7/06/2022
Adaptive Authentication: Can it Offer Security Without the Irritation?
Understanding Cyber Threats
Cyber threats are an ever-present concern for organizations seeking to protect their assets. To address this issue, a growing number of companies are testing cutting-edge, adaptive forms of authentication that recognize patterns in keystrokes, typing patterns, mouse movements, or even gait. These extra authentication factors help organizations like enterprises, banks, and hospitals guard their most valuable assets and avoid the user irritation sometimes associated with multi-factor authentication requests.

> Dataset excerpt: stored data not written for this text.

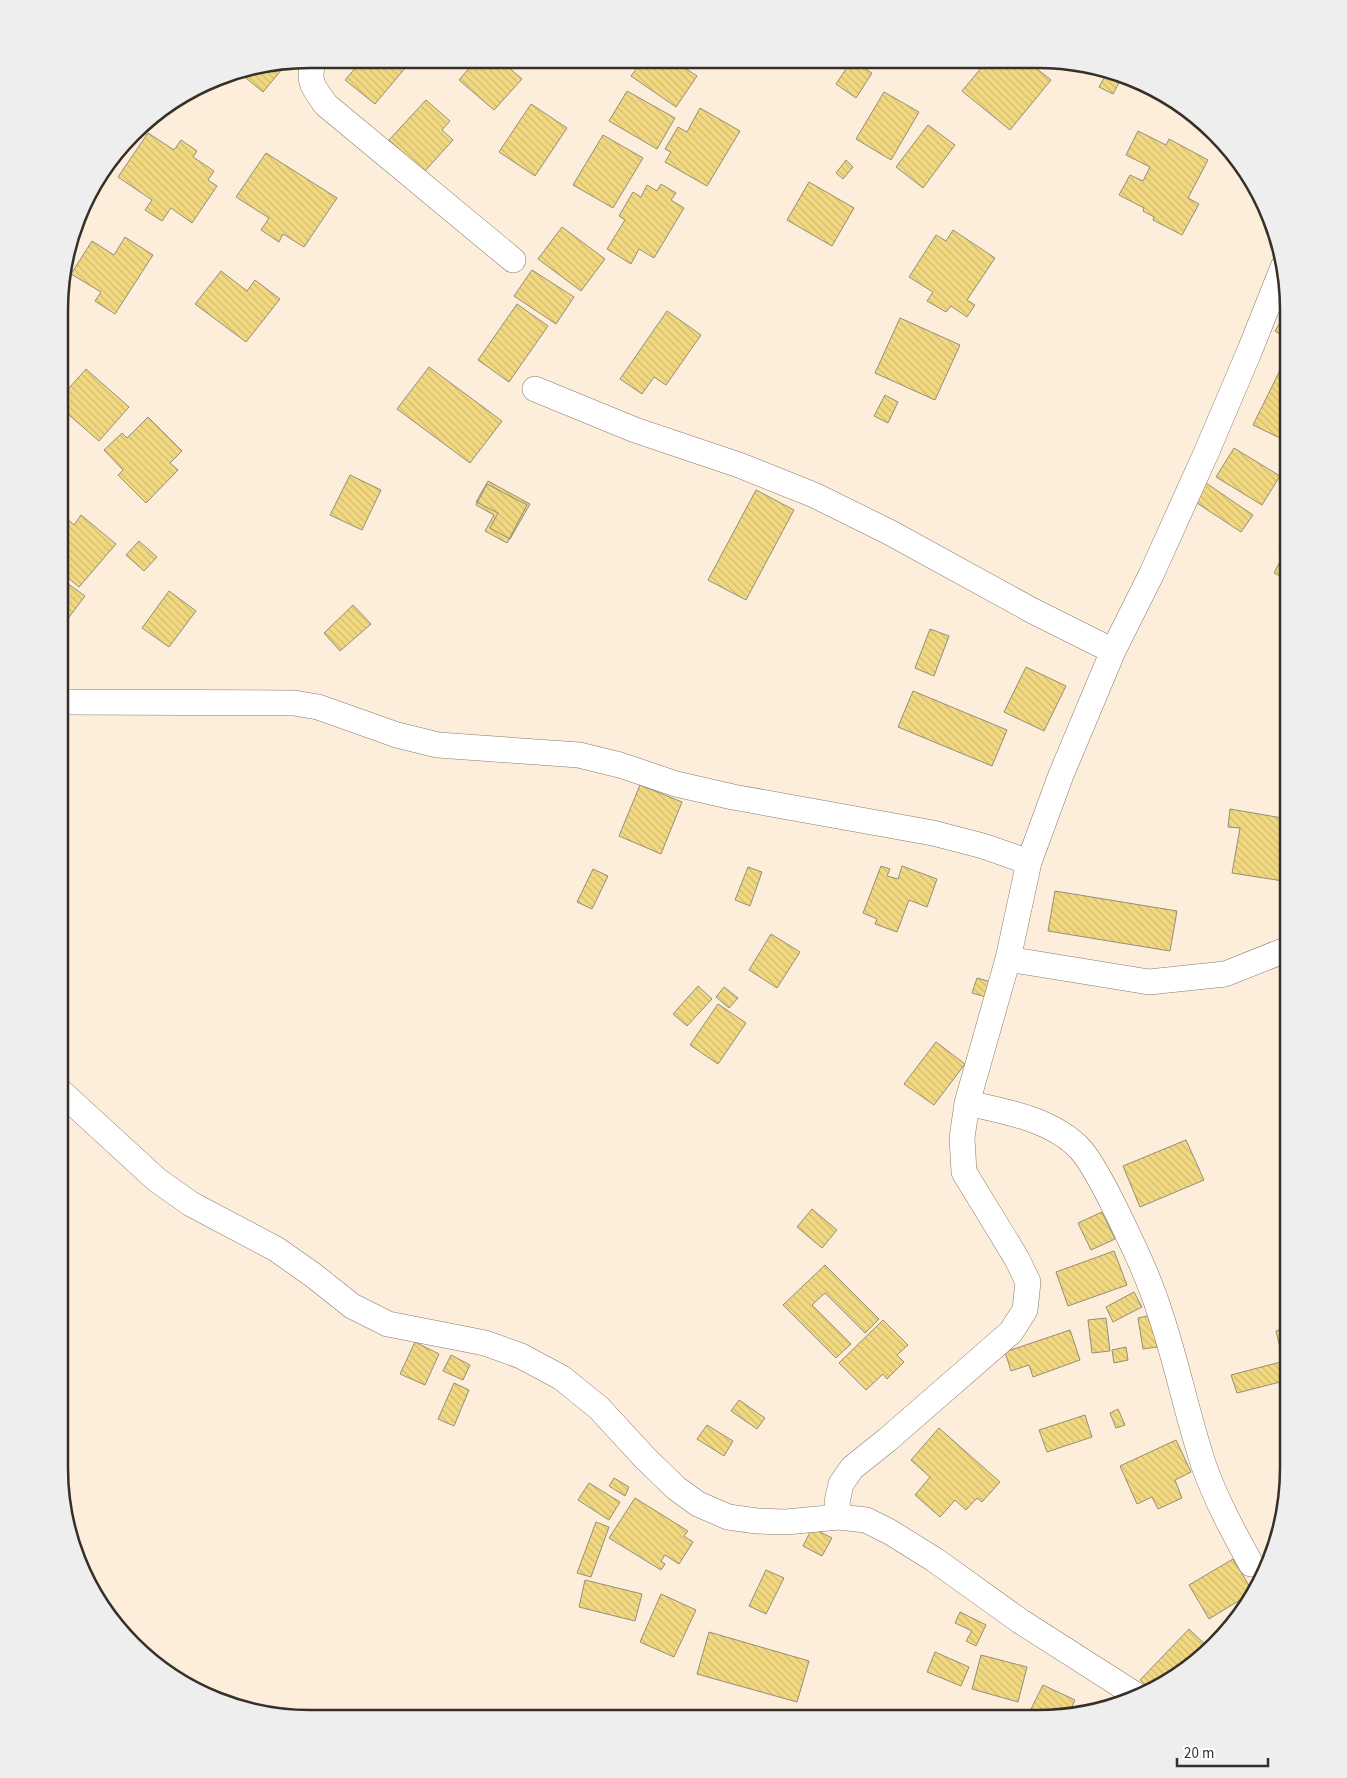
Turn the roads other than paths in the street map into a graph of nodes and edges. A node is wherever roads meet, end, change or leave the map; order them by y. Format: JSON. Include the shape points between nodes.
{"nodes":[{"id":1,"x":311,"y":68,"type":"edge"},
{"id":2,"x":513,"y":260,"type":"dead end"},
{"id":3,"x":1277,"y":281,"type":"edge"},
{"id":4,"x":535,"y":389,"type":"dead end"},
{"id":5,"x":1113,"y":651,"type":"junction"},
{"id":6,"x":68,"y":702,"type":"edge"},
{"id":7,"x":1029,"y":862,"type":"junction"},
{"id":8,"x":1280,"y":952,"type":"edge"},
{"id":9,"x":1008,"y":960,"type":"junction"},
{"id":10,"x":68,"y":1097,"type":"edge"},
{"id":11,"x":967,"y":1103,"type":"junction"},
{"id":12,"x":839,"y":1517,"type":"junction"},
{"id":13,"x":1252,"y":1564,"type":"dead end"},
{"id":14,"x":1131,"y":1692,"type":"edge"}],
"edges":[{"from":1,"to":2,"type":"street","via":[[313,86],[326,105]]},
{"from":3,"to":5,"type":"street","via":[[1151,575]]},
{"from":4,"to":5,"type":"street","via":[[635,430],[739,465],[814,495]]},
{"from":5,"to":7,"type":"street"},
{"from":6,"to":7,"type":"street","via":[[294,703],[318,707],[397,735],[438,745],[579,755],[733,797],[933,832]]},
{"from":7,"to":9,"type":"street"},
{"from":8,"to":9,"type":"street","via":[[1225,974],[1149,982]]},
{"from":9,"to":11,"type":"street"},
{"from":10,"to":12,"type":"street","via":[[157,1180],[191,1204],[276,1249],[352,1306],[388,1324],[485,1343],[521,1356],[562,1378],[599,1408],[676,1488],[698,1504],[728,1517],[757,1522]]},
{"from":11,"to":12,"type":"street","via":[[962,1138],[964,1172],[1028,1282],[1025,1310],[1011,1332],[852,1468],[841,1484],[837,1502]]},
{"from":11,"to":13,"type":"street","via":[[1012,1112],[1058,1131],[1081,1150],[1105,1187],[1137,1252],[1160,1311],[1205,1467],[1233,1531]]},
{"from":12,"to":14,"type":"street","via":[[866,1520],[890,1532]]}]}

How Does Adaptive Authentication Work?
Adaptive authentication verifies a user by scoring their reliability based on factors like IP address, geo-location, and time of day. Adaptive authentication products build a baseline of normal behaviors from a legitimate user’s patterns and then notice anomalies. An unusual pattern is flagged as a potential account takeover, and the access system can then log the user out, prompt a multi-factor authentication request, or reduce in-session privileges.
Adaptive technology combines a rule-based approach with advanced analytics and artificial intelligence, or machine learning. Machine learning can figure out how users work, when they access different types of data, and what data they are trying to access. It learns behaviors and can determine how users do what they do when they do it.
Comparing MFA and Adaptive Authentication
While the arrival of Multi-Factor Authentication (MFA) is surely welcomed by security professionals, contextual authentication brings verification without the continued MFA requests like checking your email or texts—an attractive feature, perhaps, for users that want to log in and get going. With adaptive authentication, MFA is not required for every login; only those users with a high-risk score are asked for additional authentication factors.
User Perceptions and Adoption
Customers are demanding more frictionless authentication. A seamless approach free of multiple requests to prove users are who they appear to be. As more companies choose adaptive options, employees may need to get used to technology learning things like their typing patterns or keystroke pressure. That kind of surveillance could be "justifiably perceived as creepy."
Adaptive authentication is still in an early phase of adoption, and deployers will have to prepare employees for the system’s potentially surprising grasp of their behaviors. Clear explanation of the technology and how user data is protected will help users understand the benefits and alleviate concerns.
Conclusion
Companies are always looking for ways to stay ahead of cyber threats, and adaptive authentication offers a promising approach to improve security and user experience.